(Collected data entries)
□ □ □ □ □ □ □
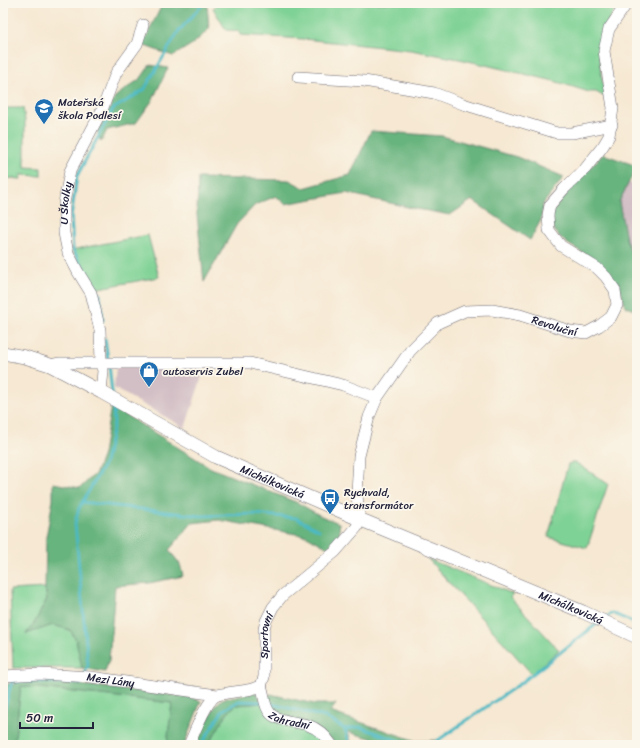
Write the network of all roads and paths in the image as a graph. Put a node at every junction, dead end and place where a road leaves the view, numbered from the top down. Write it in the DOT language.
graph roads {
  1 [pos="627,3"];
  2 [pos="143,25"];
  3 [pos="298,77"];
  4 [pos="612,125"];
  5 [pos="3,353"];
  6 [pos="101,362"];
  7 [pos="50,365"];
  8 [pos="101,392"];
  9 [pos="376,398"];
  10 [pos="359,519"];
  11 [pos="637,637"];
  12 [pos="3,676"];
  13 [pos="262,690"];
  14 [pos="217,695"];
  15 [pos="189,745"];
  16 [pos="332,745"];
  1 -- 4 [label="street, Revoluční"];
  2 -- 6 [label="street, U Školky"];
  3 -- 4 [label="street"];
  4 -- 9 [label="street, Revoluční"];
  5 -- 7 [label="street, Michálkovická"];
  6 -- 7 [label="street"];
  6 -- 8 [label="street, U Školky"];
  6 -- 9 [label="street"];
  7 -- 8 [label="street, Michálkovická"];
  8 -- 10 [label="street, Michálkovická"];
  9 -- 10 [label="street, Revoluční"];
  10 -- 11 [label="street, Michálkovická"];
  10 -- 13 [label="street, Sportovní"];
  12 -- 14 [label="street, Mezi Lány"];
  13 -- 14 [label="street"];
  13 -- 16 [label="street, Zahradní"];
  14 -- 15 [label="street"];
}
□ □ □ □ □ □ □
**Work item:**
Reproduce the data above without a single change, please, but without its pictures.

**Solution to this exercise:**
Write the network of all roads and paths in the image as a graph. Put a node at every junction, dead end and place where a road leaves the view, numbered from the top down. Write it in the DOT language.
graph roads {
  1 [pos="627,3"];
  2 [pos="143,25"];
  3 [pos="298,77"];
  4 [pos="612,125"];
  5 [pos="3,353"];
  6 [pos="101,362"];
  7 [pos="50,365"];
  8 [pos="101,392"];
  9 [pos="376,398"];
  10 [pos="359,519"];
  11 [pos="637,637"];
  12 [pos="3,676"];
  13 [pos="262,690"];
  14 [pos="217,695"];
  15 [pos="189,745"];
  16 [pos="332,745"];
  1 -- 4 [label="street, Revoluční"];
  2 -- 6 [label="street, U Školky"];
  3 -- 4 [label="street"];
  4 -- 9 [label="street, Revoluční"];
  5 -- 7 [label="street, Michálkovická"];
  6 -- 7 [label="street"];
  6 -- 8 [label="street, U Školky"];
  6 -- 9 [label="street"];
  7 -- 8 [label="street, Michálkovická"];
  8 -- 10 [label="street, Michálkovická"];
  9 -- 10 [label="street, Revoluční"];
  10 -- 11 [label="street, Michálkovická"];
  10 -- 13 [label="street, Sportovní"];
  12 -- 14 [label="street, Mezi Lány"];
  13 -- 14 [label="street"];
  13 -- 16 [label="street, Zahradní"];
  14 -- 15 [label="street"];
}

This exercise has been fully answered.